(Data Opens)

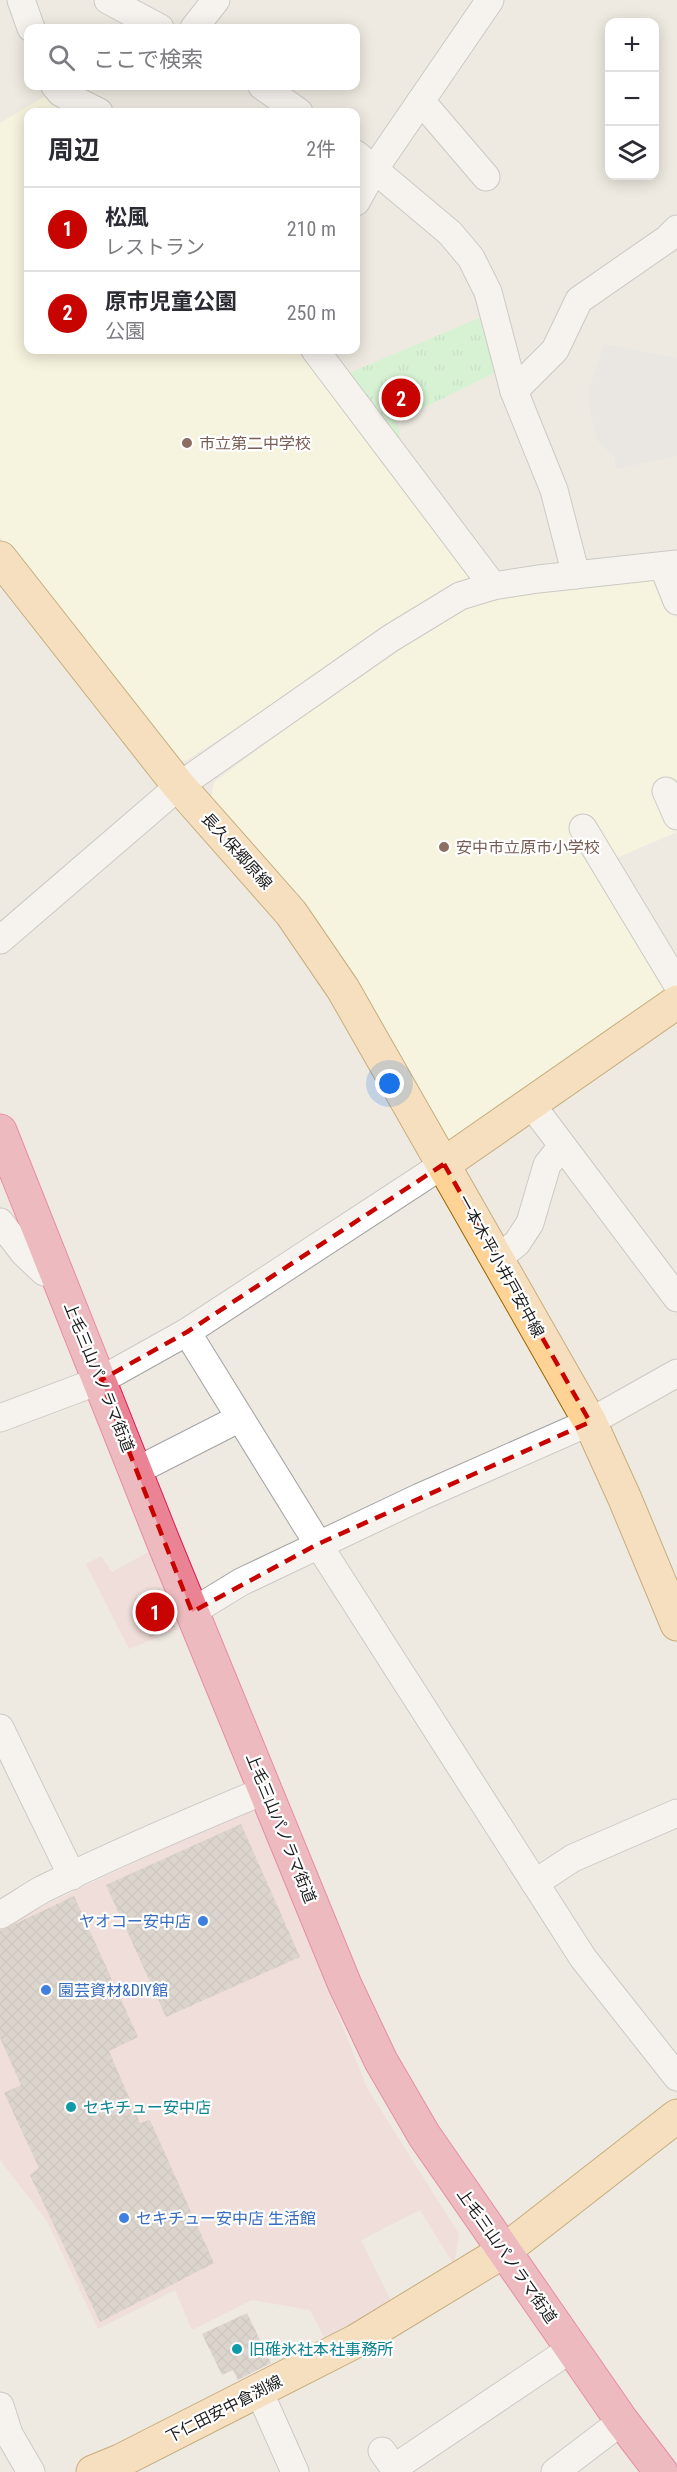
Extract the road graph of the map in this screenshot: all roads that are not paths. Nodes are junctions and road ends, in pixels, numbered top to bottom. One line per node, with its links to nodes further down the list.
1 (21, 0): 5 (street)
2 (108, 0): 6 (street)
3 (216, 0): 7 (street)
4 (490, 0): 10 (street)
5 (30, 24)
6 (153, 24)
7 (197, 24)
8 (58, 90): 11 (street)
9 (268, 90): 12 (street)
10 (421, 101): 13 (street); 14 (street)
11 (91, 108)
12 (293, 108)
13 (365, 161): 15 (street); 18 (street)
14 (486, 177)
15 (360, 184)
16 (677, 229): 18 (street)
17 (318, 354): 22 (street)
18 (514, 391): 21 (street)
19 (0, 558): 24 (main road, 長久保郷原線)
20 (670, 565): 21 (street); 23 (street)
21 (576, 575): 22 (street)
22 (493, 586): 24 (street)
23 (677, 601)
24 (179, 786): 28 (street); 34 (main road, 長久保郷原線)
25 (666, 791): 26 (street)
26 (677, 816)
27 (583, 828): 29 (street)
28 (0, 940)
29 (677, 984)
30 (677, 1002): 31 (main road)
31 (531, 1104): 33 (street); 34 (main road)
32 (0, 1131): 37 (highway, 上毛三山パノラマ街道)
33 (562, 1146): 36 (street); 38 (street)
34 (444, 1164): 36 (main road, 一本木平小井戸安中線); 39 (street)
35 (0, 1222): 37 (street)
36 (497, 1259): 44 (main road, 一本木平小井戸安中線)
37 (55, 1266): 41 (highway, 上毛三山パノラマ街道)
38 (677, 1298)
39 (187, 1332): 41 (street); 43 (street)
40 (677, 1373): 44 (street)
41 (101, 1380): 42 (street); 45 (highway, 上毛三山パノラマ街道)
42 (0, 1418)
43 (240, 1418): 45 (street); 46 (street)
44 (590, 1422): 46 (street); 48 (main road, 一本木平小井戸安中線)
45 (136, 1471): 47 (highway, 上毛三山パノラマ街道)
46 (318, 1544): 47 (street); 53 (street)
47 (192, 1612): 50 (highway, 上毛三山パノラマ街道)
48 (677, 1624)
49 (0, 1728): 52 (street)
50 (266, 1790): 52 (street); 57 (highway, 上毛三山パノラマ街道)
51 (677, 1813): 53 (street)
52 (72, 1876): 54 (street)
53 (535, 1883): 55 (street)
54 (0, 1915)
55 (677, 2077)
56 (677, 2116): 57 (main road, 下仁田安中倉渕線)
57 (504, 2251): 58 (highway, 上毛三山パノラマ街道); 59 (main road, 下仁田安中倉渕線)
58 (572, 2349): 61 (highway, 上毛三山パノラマ街道); 62 (street)
59 (259, 2391): 64 (main road, 下仁田安中倉渕線); 65 (street)
60 (0, 2406): 63 (street)
61 (622, 2421): 66 (street); 67 (highway, 上毛三山パノラマ街道)
62 (382, 2451)
63 (31, 2472)
64 (93, 2472)
65 (295, 2472)
66 (555, 2472)
67 (661, 2472)

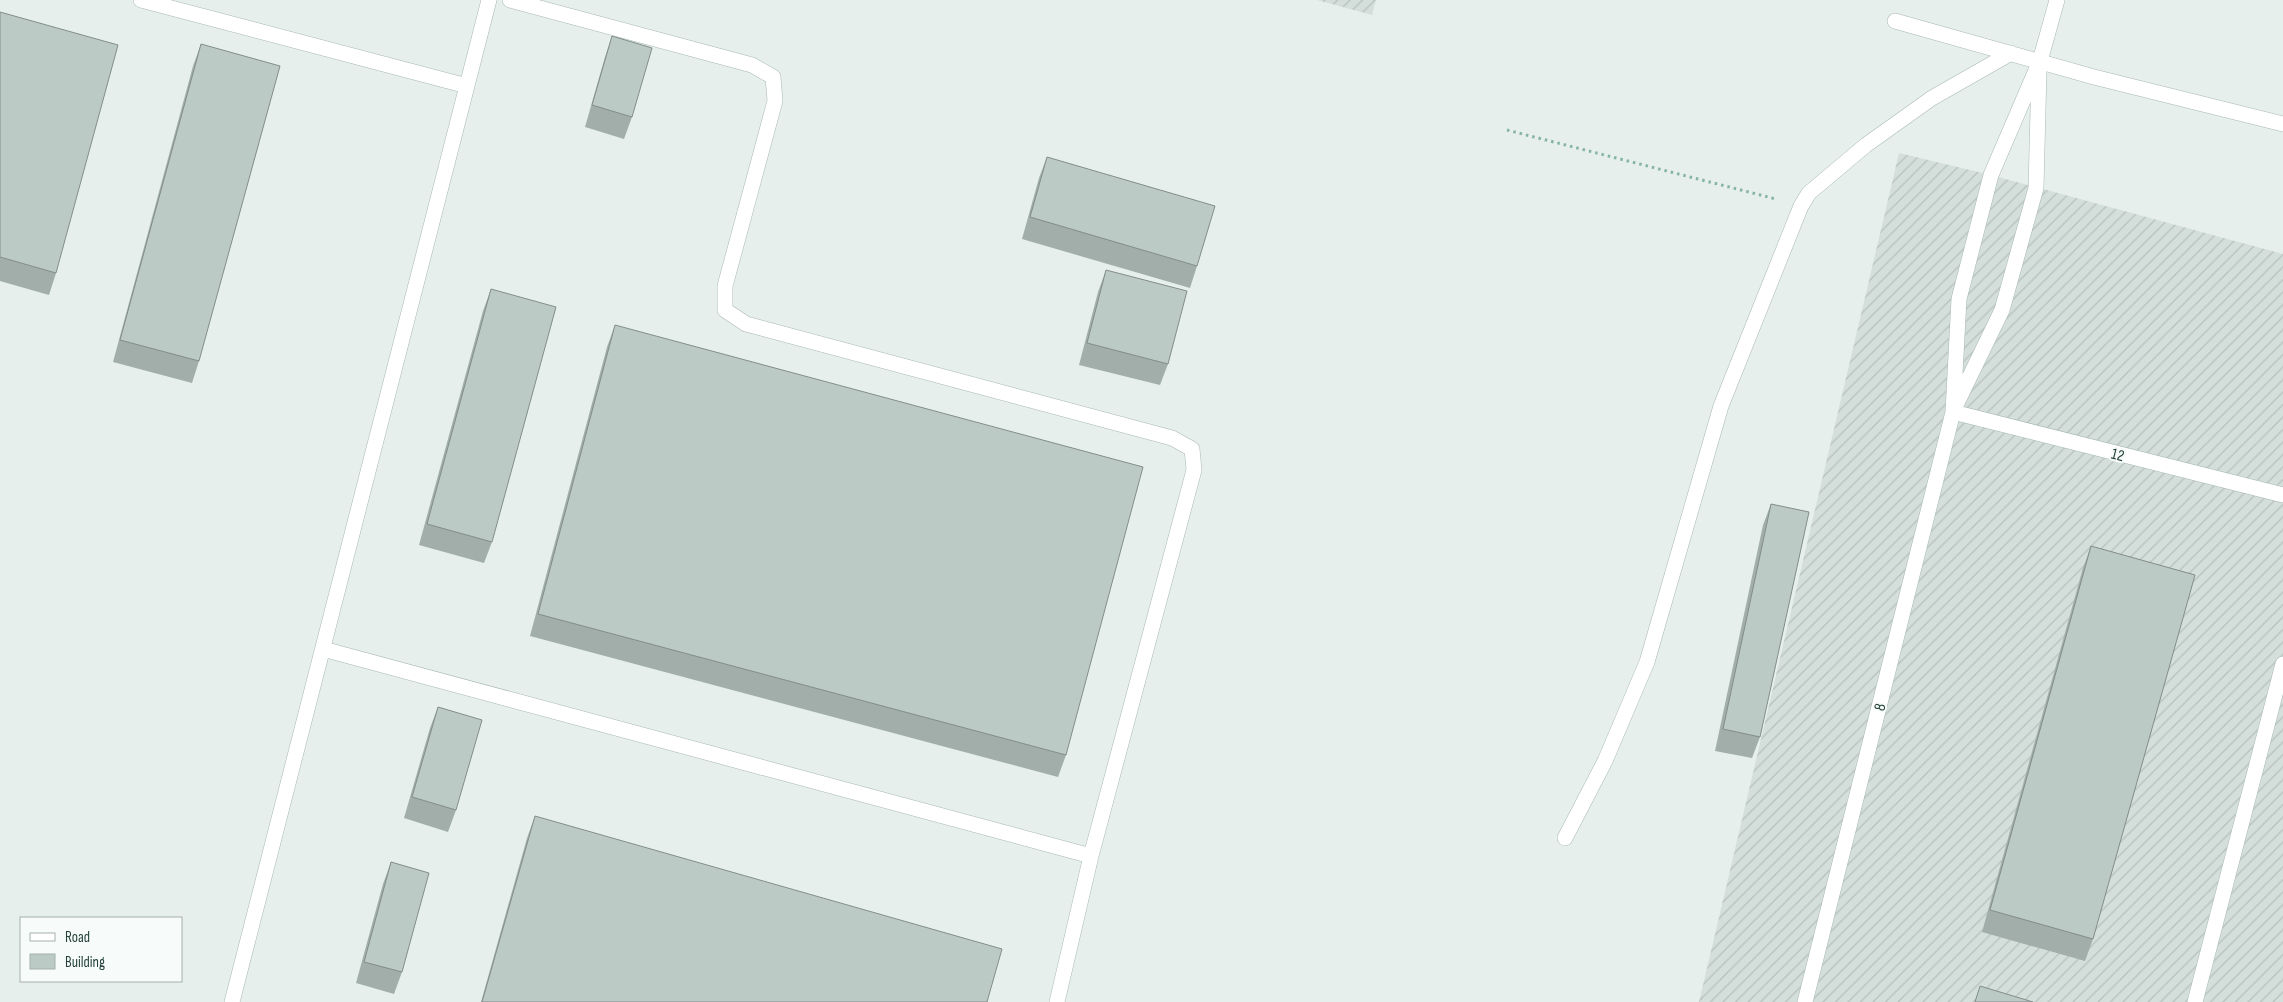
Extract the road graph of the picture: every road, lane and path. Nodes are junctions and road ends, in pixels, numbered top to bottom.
1 (141, 0) edge
2 (489, 0) edge
3 (510, 0) edge
4 (2057, 0) edge
5 (1895, 21) dead end
6 (2011, 53) junction
7 (2040, 61) junction
8 (467, 86) junction
9 (2283, 124) edge
10 (1507, 130) dead end
11 (1801, 206) junction
12 (1953, 412) junction
13 (2283, 495) edge
14 (323, 649) junction
15 (2283, 664) edge
16 (1565, 838) dead end
17 (1091, 856) junction
18 (232, 1002) edge
19 (1057, 1002) edge
20 (1804, 1002) edge
21 (2195, 1002) edge

1 - 8 street
2 - 8 street
3 - 17 street
4 - 7 street
5 - 6 street
6 - 7 street
6 - 11 street
7 - 9 street
7 - 12 street
7 - 12 street
8 - 14 street
10 - 11 path
11 - 16 street
12 - 13 street, 12
12 - 20 street, 8
14 - 17 street
14 - 18 street
15 - 21 street
17 - 19 street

(Data Closes)

* **Problem description**: Restate the data above exactly, stripping out each image.

* **Response**:
Extract the road graph of the map in this screenshot: all roads that are not paths. Nodes are junctions and road ends, in pixels, numbered top to bottom. One line per node, with its links to nodes further down the list.
1 (21, 0): 5 (street)
2 (108, 0): 6 (street)
3 (216, 0): 7 (street)
4 (490, 0): 10 (street)
5 (30, 24)
6 (153, 24)
7 (197, 24)
8 (58, 90): 11 (street)
9 (268, 90): 12 (street)
10 (421, 101): 13 (street); 14 (street)
11 (91, 108)
12 (293, 108)
13 (365, 161): 15 (street); 18 (street)
14 (486, 177)
15 (360, 184)
16 (677, 229): 18 (street)
17 (318, 354): 22 (street)
18 (514, 391): 21 (street)
19 (0, 558): 24 (main road, 長久保郷原線)
20 (670, 565): 21 (street); 23 (street)
21 (576, 575): 22 (street)
22 (493, 586): 24 (street)
23 (677, 601)
24 (179, 786): 28 (street); 34 (main road, 長久保郷原線)
25 (666, 791): 26 (street)
26 (677, 816)
27 (583, 828): 29 (street)
28 (0, 940)
29 (677, 984)
30 (677, 1002): 31 (main road)
31 (531, 1104): 33 (street); 34 (main road)
32 (0, 1131): 37 (highway, 上毛三山パノラマ街道)
33 (562, 1146): 36 (street); 38 (street)
34 (444, 1164): 36 (main road, 一本木平小井戸安中線); 39 (street)
35 (0, 1222): 37 (street)
36 (497, 1259): 44 (main road, 一本木平小井戸安中線)
37 (55, 1266): 41 (highway, 上毛三山パノラマ街道)
38 (677, 1298)
39 (187, 1332): 41 (street); 43 (street)
40 (677, 1373): 44 (street)
41 (101, 1380): 42 (street); 45 (highway, 上毛三山パノラマ街道)
42 (0, 1418)
43 (240, 1418): 45 (street); 46 (street)
44 (590, 1422): 46 (street); 48 (main road, 一本木平小井戸安中線)
45 (136, 1471): 47 (highway, 上毛三山パノラマ街道)
46 (318, 1544): 47 (street); 53 (street)
47 (192, 1612): 50 (highway, 上毛三山パノラマ街道)
48 (677, 1624)
49 (0, 1728): 52 (street)
50 (266, 1790): 52 (street); 57 (highway, 上毛三山パノラマ街道)
51 (677, 1813): 53 (street)
52 (72, 1876): 54 (street)
53 (535, 1883): 55 (street)
54 (0, 1915)
55 (677, 2077)
56 (677, 2116): 57 (main road, 下仁田安中倉渕線)
57 (504, 2251): 58 (highway, 上毛三山パノラマ街道); 59 (main road, 下仁田安中倉渕線)
58 (572, 2349): 61 (highway, 上毛三山パノラマ街道); 62 (street)
59 (259, 2391): 64 (main road, 下仁田安中倉渕線); 65 (street)
60 (0, 2406): 63 (street)
61 (622, 2421): 66 (street); 67 (highway, 上毛三山パノラマ街道)
62 (382, 2451)
63 (31, 2472)
64 (93, 2472)
65 (295, 2472)
66 (555, 2472)
67 (661, 2472)

Extract the road graph of the picture: every road, lane and path. Nodes are junctions and road ends, in pixels, numbered top to bottom.
1 (141, 0) edge
2 (489, 0) edge
3 (510, 0) edge
4 (2057, 0) edge
5 (1895, 21) dead end
6 (2011, 53) junction
7 (2040, 61) junction
8 (467, 86) junction
9 (2283, 124) edge
10 (1507, 130) dead end
11 (1801, 206) junction
12 (1953, 412) junction
13 (2283, 495) edge
14 (323, 649) junction
15 (2283, 664) edge
16 (1565, 838) dead end
17 (1091, 856) junction
18 (232, 1002) edge
19 (1057, 1002) edge
20 (1804, 1002) edge
21 (2195, 1002) edge

1 - 8 street
2 - 8 street
3 - 17 street
4 - 7 street
5 - 6 street
6 - 7 street
6 - 11 street
7 - 9 street
7 - 12 street
7 - 12 street
8 - 14 street
10 - 11 path
11 - 16 street
12 - 13 street, 12
12 - 20 street, 8
14 - 17 street
14 - 18 street
15 - 21 street
17 - 19 street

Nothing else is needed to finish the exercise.